L'autre haut fonctionnaire accusé d'avoir joué un rôle-clé dans le détournement de un milliard soixante trois millions de francs guinéens (1 063 000 000 de francs guinéens) au préjudice de Friguia, s'appelle Sidy Mouctar Dicko. A l'époque Directeur National des Impôts, relevé de ses fonctions depuis. M. Dicko a été régulièrement convoqué par les services de police et aux dires de certains, il a, à un moment donné, craint pour sa vie. Il a discrètement quitté le pays par l'Aéroport International de Conakry Gbessia, pour une destination qui n'avait pas été révélée. Au retour de Ly Bocar, Sidy Mouctar Dicko a pris la décision de rentrer au pays. Comme Ly, il est allé à la Cocoteraie dire bonjour et peut-être autre chose à Fory Coco. " En direct " également. On ne fera pas de jaloux, puisqu'il en sortira avec une protection rapprochée.

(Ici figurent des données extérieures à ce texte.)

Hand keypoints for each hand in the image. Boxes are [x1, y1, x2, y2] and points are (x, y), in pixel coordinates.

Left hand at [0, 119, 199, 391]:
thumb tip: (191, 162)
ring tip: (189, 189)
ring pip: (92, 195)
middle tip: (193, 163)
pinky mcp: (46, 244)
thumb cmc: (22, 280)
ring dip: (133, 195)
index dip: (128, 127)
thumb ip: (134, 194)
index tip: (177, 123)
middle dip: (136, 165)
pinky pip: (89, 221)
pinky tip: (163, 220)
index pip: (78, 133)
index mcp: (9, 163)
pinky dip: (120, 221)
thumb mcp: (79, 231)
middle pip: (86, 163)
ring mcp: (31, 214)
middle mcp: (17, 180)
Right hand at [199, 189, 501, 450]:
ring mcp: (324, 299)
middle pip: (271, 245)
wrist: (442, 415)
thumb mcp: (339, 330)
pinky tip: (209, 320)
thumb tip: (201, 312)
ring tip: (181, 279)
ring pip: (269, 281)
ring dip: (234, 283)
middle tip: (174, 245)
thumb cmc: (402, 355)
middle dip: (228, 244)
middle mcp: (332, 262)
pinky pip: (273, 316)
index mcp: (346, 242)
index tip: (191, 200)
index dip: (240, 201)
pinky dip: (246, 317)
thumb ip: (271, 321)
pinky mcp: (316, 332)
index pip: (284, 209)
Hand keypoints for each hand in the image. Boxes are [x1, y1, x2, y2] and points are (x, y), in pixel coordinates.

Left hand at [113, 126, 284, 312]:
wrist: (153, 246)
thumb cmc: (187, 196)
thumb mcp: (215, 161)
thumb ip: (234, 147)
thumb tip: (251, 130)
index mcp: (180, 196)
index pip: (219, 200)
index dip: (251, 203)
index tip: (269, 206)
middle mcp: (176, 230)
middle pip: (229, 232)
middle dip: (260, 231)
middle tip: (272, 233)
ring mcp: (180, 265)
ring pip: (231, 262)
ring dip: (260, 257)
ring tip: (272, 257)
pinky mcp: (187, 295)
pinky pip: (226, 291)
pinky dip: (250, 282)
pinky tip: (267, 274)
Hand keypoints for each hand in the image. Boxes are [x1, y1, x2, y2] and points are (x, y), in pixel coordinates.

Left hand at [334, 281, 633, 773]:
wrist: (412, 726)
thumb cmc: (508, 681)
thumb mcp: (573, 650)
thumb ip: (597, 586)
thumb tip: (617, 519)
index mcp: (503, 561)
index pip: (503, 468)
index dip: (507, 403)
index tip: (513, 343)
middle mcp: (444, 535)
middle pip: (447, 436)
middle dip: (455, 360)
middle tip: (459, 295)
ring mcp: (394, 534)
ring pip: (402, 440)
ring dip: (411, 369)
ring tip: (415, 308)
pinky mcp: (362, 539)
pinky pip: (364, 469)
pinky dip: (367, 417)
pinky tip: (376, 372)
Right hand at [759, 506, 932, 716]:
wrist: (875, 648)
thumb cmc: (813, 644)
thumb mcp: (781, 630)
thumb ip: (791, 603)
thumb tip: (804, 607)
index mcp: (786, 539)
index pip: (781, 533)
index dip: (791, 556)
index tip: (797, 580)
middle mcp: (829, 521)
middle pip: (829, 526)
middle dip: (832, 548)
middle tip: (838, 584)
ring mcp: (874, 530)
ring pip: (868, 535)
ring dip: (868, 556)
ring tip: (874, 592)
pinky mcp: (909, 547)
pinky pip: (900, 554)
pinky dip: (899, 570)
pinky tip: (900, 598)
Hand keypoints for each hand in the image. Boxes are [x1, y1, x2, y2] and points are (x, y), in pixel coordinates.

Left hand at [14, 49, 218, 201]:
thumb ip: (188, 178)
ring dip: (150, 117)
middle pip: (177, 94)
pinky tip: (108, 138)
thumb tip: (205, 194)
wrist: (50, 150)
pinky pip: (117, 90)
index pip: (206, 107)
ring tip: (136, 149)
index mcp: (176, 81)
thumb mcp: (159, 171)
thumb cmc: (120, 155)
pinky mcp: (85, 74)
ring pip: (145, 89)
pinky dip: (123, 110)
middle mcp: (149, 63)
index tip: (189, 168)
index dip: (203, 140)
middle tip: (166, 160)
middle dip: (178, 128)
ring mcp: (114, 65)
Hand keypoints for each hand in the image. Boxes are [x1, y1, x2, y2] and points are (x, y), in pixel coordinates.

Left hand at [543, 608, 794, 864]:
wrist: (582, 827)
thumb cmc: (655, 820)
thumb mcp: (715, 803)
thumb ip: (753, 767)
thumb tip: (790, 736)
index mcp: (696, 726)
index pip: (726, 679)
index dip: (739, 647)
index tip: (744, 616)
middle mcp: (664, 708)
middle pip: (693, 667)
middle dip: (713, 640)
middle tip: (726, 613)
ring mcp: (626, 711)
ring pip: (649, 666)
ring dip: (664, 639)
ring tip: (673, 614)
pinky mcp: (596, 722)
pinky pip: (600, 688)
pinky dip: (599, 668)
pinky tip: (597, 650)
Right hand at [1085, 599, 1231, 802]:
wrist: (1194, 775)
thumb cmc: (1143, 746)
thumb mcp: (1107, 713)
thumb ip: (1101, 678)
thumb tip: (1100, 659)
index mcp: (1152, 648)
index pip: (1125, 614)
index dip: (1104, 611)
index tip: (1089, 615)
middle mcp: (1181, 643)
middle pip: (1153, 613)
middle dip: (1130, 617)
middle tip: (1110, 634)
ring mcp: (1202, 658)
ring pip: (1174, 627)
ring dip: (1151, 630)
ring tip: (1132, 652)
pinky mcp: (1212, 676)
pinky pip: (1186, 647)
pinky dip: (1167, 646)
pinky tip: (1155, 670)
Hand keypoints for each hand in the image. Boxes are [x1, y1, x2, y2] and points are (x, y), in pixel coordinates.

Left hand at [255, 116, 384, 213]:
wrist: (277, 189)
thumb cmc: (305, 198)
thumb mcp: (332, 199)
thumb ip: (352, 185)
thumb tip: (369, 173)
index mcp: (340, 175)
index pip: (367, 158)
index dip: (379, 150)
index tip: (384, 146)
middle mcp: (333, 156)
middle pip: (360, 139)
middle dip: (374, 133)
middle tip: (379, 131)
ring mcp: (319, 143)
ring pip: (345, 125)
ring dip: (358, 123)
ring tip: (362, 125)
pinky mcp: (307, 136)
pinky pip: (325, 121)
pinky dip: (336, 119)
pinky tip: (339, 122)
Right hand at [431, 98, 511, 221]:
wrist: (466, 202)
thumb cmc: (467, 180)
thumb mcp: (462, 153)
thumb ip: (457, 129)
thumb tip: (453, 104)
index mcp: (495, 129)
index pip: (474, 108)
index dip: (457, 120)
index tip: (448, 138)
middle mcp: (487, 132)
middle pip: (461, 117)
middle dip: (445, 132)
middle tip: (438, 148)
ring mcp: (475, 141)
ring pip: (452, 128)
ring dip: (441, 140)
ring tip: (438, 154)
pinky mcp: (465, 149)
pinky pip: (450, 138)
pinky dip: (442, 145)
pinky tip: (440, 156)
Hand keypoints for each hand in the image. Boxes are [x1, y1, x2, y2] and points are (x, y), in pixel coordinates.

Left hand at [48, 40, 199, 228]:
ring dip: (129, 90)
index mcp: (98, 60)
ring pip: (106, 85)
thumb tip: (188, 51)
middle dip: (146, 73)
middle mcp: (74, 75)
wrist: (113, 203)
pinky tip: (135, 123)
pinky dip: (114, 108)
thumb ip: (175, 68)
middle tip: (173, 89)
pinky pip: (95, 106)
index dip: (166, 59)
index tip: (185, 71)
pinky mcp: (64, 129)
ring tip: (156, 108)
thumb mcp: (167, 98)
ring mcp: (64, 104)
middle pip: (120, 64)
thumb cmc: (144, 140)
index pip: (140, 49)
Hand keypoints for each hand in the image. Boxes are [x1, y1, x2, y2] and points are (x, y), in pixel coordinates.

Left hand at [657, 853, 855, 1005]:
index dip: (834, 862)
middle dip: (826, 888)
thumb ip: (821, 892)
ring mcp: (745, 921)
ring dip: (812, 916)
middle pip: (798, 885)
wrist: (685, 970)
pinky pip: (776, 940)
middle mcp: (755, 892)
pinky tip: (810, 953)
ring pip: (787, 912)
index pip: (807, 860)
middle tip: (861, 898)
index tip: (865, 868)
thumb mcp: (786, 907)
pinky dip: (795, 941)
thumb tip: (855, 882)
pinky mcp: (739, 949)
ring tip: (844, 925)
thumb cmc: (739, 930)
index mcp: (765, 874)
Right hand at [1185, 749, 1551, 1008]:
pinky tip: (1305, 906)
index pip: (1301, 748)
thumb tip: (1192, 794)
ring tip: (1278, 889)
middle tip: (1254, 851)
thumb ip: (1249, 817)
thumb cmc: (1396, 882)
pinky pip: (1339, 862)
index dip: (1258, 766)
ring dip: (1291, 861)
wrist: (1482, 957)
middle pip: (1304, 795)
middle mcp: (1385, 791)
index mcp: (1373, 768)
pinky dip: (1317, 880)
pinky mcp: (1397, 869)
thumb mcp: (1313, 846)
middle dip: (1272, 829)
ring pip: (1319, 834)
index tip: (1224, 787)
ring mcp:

Il y avait un troisième absent. M. Jean Jacques Grenier, le Grenier de Getma chez qui est tombée une bonne partie du fric. M. Grenier a eu des problèmes pour sortir du pays et aller souffler un peu. « Des amis » ont du appuyer sur un bon bouton pour obtenir sa sortie. Surtout qu'en matière de remboursements, il s'était fait passer pour un champion. Une bonne partie du fric a été remboursée dans cette période de convocations, de silence, d'attente et d'incertitude.

Aujourd'hui, les choses semblent prendre un contour précis. Après les incertitudes sur la fin de la « Commission Hervé », l'on a tout l'air d'avoir commencé, ou recommencé, par Friguia.

Le jeudi 23 septembre, ce sont les premières grandes arrestations que l'on a vues. Au Tribunal de Première Instance de Conakry I, l'on a embarqué ceux que l'on a accusé d'avoir monté l'opération du milliard de Friguia:

Au moment où nous mettions sous presse, tout Conakry parlait de la manière dont se serait opérée l'arrestation de Dicko. On l'aurait vu, les mains au dos, « propulsé » dans une Jeep. Selon des informations non encore confirmées, on aurait convoqué un à un, à peu près au même moment, les accusés de l'affaire Friguia au Tribunal de Conakry I. Ils seraient venus un à un. Quand ils sont arrivés, on leur aurait signifié leur arrestation par un mandat d'arrêt que Mouctar Dicko n'aurait pas pris. Quand il est sorti du tribunal pour se diriger vers sa voiture, les agents auraient « forcé la situation » pour le mettre dans la Jeep. Direction Maison Centrale de Conakry. C'est certainement le premier acte. Et la première fournée.